Par Feriel Nourine
La première semaine qui a suivi l’entrée en vigueur du plafonnement du prix du pétrole russe par l’Union européenne, le G7 et l’Australie a plus impacté les circuits de distribution de l’or noir que ses prix. Ceci d’autant qu’en plus de ce mécanisme qui fixe la référence de brut russe (l’Oural) à 60 dollars, l’Europe opère un embargo sur l’achat de pétrole de pays via la voie maritime.
Ces mesures renforcent le dispositif de sanctions mis en place par les Occidentaux contre la Russie et se veulent, en premier lieu, une arme destinée à frapper le troisième exportateur mondial de pétrole dans ses sources de financement de sa guerre en Ukraine. Côté prix, ce sont plutôt les perspectives macroéconomiques mondiales qui continuent à faire peser de lourdes craintes sur la demande, faisant reculer sensiblement le baril.
Le marché s’est, certes, légèrement ressaisi jeudi, mais les prix des deux références européenne et américaine ont repris le chemin inverse, vendredi, au dernier jour de la semaine, pour rester très proches de leurs plus bas depuis 12 mois.
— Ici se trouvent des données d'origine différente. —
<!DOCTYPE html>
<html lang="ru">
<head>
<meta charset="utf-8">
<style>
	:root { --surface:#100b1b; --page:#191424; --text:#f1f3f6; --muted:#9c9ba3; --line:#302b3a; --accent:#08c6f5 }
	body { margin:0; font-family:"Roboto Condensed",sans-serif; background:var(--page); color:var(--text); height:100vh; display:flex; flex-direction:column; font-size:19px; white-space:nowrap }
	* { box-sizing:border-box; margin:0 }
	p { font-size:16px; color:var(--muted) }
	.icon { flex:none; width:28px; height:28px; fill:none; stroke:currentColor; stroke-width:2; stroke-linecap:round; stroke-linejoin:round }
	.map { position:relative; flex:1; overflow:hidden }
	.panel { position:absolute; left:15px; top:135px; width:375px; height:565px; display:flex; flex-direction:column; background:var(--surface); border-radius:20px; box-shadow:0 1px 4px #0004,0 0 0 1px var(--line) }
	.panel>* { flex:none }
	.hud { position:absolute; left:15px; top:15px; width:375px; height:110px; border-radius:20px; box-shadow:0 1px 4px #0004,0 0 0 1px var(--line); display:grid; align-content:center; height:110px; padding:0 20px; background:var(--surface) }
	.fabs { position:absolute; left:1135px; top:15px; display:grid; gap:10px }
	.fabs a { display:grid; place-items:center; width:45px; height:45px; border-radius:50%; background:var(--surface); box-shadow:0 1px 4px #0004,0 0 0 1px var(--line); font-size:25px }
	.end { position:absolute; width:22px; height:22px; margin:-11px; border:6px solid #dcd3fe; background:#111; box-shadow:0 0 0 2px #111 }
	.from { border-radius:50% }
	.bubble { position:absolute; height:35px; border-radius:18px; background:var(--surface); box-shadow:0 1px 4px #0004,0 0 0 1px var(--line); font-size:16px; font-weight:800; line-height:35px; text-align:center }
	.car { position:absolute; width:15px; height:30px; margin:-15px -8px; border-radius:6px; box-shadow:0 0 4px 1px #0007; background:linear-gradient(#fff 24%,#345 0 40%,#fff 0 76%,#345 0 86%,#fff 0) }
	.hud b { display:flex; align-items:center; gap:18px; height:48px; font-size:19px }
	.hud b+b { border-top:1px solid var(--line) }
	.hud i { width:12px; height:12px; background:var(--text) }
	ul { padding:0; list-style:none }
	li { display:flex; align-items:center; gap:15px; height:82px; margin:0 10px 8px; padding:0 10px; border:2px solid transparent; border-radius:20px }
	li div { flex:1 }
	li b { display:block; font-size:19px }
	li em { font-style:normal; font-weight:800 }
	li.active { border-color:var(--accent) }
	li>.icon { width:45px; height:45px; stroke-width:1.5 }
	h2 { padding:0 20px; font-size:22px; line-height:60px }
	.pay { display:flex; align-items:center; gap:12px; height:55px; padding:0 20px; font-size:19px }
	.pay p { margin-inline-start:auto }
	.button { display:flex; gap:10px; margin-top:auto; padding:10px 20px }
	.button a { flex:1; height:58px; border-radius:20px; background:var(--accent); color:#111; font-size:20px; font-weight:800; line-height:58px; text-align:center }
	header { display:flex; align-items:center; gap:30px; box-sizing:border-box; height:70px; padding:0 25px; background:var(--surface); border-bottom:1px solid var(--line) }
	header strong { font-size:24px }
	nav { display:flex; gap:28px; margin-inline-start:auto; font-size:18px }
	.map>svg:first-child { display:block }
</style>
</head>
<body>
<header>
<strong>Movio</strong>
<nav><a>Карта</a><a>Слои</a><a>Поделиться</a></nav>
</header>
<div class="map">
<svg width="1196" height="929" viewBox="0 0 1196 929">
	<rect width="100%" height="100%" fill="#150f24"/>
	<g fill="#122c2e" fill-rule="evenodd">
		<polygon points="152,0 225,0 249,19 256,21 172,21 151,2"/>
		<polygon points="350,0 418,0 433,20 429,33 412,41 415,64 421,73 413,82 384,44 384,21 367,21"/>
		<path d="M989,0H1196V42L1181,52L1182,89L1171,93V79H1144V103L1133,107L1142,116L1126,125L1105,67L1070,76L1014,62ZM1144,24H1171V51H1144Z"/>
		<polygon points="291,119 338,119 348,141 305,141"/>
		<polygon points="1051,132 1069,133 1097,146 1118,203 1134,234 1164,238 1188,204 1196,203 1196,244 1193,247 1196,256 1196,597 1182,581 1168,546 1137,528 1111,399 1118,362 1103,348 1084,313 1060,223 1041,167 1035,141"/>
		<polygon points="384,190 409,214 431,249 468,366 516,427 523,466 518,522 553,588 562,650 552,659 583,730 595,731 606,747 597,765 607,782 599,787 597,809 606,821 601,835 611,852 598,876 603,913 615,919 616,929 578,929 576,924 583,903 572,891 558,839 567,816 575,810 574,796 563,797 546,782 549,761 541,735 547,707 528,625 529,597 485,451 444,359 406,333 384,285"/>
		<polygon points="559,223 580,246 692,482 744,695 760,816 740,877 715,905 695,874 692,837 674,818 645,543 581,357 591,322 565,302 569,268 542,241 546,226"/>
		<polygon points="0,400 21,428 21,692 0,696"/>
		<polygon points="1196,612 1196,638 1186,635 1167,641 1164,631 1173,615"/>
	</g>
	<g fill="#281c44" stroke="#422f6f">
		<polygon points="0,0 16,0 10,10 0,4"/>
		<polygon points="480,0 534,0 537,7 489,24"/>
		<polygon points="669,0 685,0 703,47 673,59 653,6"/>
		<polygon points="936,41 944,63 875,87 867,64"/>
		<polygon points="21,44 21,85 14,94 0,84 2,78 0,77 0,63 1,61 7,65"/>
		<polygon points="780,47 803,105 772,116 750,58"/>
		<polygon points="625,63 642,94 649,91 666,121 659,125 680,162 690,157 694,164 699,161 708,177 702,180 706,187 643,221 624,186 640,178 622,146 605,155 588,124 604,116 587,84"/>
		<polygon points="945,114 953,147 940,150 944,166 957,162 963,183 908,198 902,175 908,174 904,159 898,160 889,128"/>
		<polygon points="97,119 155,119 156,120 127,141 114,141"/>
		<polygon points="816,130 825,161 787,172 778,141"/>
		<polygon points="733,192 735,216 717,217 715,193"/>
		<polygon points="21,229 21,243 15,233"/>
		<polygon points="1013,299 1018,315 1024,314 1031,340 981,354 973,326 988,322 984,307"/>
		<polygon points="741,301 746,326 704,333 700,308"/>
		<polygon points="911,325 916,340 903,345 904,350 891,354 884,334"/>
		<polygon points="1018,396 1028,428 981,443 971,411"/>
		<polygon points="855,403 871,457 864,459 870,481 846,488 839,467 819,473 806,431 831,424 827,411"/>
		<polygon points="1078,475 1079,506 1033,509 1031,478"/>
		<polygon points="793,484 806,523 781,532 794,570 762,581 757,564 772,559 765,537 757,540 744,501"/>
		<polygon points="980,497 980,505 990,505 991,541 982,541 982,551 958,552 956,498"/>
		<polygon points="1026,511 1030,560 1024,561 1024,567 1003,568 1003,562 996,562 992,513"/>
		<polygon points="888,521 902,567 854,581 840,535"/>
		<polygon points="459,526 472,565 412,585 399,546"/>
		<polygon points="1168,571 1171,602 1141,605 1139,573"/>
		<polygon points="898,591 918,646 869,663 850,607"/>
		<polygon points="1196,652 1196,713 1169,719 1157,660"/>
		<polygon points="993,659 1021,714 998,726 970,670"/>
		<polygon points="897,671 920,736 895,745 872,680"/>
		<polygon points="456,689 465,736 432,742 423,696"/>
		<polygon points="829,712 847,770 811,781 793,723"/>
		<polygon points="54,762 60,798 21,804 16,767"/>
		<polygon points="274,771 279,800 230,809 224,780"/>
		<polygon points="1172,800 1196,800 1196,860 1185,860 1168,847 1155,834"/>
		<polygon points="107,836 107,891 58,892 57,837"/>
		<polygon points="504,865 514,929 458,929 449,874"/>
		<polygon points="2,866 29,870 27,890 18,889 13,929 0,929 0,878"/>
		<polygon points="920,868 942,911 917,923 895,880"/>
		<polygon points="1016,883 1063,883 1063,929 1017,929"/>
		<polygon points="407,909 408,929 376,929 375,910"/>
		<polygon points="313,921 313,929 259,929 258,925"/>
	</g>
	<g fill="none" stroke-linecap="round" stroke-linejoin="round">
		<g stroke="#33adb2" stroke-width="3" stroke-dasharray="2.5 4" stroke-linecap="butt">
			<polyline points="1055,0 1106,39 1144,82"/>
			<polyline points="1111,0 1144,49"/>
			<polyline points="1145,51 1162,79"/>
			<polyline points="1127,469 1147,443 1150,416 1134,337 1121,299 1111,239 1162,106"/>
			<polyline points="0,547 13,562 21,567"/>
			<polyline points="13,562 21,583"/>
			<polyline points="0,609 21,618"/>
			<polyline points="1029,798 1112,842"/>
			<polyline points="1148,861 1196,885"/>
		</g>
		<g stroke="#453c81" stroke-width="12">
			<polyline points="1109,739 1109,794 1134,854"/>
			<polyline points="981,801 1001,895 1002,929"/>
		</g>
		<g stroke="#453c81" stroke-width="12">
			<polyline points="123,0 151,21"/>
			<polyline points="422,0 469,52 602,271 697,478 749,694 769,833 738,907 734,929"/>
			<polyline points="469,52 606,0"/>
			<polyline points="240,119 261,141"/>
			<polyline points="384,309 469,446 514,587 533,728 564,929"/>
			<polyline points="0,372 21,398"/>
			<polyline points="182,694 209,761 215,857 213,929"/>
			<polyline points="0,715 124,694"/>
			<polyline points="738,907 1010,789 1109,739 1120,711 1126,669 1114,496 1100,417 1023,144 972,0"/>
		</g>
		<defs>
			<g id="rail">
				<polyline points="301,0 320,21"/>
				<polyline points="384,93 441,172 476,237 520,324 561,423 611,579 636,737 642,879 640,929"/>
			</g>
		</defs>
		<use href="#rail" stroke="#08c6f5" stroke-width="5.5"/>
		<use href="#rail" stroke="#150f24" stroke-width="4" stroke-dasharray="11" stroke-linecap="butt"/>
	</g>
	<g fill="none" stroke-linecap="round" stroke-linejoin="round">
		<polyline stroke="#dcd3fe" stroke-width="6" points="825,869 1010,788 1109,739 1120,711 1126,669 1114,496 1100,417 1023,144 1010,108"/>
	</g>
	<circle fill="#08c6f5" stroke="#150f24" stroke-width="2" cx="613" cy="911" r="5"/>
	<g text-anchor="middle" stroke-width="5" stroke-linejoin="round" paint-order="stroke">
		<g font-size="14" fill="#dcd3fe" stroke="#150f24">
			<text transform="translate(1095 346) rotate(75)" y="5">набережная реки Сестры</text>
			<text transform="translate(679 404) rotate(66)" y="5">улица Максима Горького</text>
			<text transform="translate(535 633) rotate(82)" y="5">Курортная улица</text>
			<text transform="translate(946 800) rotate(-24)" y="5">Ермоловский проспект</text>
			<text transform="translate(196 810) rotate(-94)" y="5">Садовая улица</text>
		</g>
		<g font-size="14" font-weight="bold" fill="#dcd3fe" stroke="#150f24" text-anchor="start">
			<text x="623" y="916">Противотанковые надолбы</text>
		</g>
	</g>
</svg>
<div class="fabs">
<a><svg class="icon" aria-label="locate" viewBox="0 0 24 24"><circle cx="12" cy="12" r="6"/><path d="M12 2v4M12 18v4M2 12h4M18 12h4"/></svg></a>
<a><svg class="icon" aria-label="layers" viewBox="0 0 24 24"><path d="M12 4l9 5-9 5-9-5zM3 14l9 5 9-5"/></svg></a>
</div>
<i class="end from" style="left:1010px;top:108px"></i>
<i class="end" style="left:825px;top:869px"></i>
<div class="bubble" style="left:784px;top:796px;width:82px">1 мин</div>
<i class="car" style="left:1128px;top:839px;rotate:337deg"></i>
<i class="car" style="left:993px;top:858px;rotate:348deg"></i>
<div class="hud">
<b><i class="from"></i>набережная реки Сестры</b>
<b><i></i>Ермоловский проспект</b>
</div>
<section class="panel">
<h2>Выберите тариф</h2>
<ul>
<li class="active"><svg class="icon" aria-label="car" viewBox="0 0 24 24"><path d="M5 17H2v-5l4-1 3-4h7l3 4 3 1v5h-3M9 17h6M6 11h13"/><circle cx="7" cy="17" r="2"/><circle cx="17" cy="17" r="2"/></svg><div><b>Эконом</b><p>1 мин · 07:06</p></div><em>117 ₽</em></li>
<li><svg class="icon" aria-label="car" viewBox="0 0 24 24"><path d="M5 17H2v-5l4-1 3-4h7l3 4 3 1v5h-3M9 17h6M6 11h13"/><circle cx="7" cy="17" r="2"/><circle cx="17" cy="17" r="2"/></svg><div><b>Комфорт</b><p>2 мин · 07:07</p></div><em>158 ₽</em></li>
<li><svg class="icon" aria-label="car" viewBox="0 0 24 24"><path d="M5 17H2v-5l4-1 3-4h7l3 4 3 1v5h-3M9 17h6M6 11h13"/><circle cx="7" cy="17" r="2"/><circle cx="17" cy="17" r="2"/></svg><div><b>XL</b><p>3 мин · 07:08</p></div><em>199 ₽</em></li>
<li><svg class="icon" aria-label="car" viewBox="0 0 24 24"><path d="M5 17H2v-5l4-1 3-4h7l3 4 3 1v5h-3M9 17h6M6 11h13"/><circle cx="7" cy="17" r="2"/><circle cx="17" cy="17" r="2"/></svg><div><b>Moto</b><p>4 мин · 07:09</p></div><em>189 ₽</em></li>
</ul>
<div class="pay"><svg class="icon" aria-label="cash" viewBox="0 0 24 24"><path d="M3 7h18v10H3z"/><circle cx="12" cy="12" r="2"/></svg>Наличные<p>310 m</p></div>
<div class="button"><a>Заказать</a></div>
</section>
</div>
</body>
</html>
Ainsi, le Brent de la mer du Nord s’est échangé à 75,06 dollars, alors que le WTI était descendu jusqu’à 70,08 dollars. Une remontée timide a été amorcée par la suite, et les deux références s’échangeaient à respectivement 76,82 dollars et 71,59 dollars durant le même jour de clôture.
Depuis le début de la semaine, les nouvelles théoriquement favorables à une ascension des cours se sont succédé, sans parvenir néanmoins à arrêter la chute de l’or noir, lequel a vu ses prix perdre 12 dollars entre lundi et vendredi. Une évolution qui pousse des analystes à parler de «déroute totale».
Pourtant, les déclarations de Vladimir Poutine à l’encontre du plafonnement devraient stimuler davantage les cours. Le Président russe a réaffirmé la position de son pays face au plafonnement, menaçant l’Occident de «réduire la production» de pétrole russe «si nécessaire», quelques jours après son introduction.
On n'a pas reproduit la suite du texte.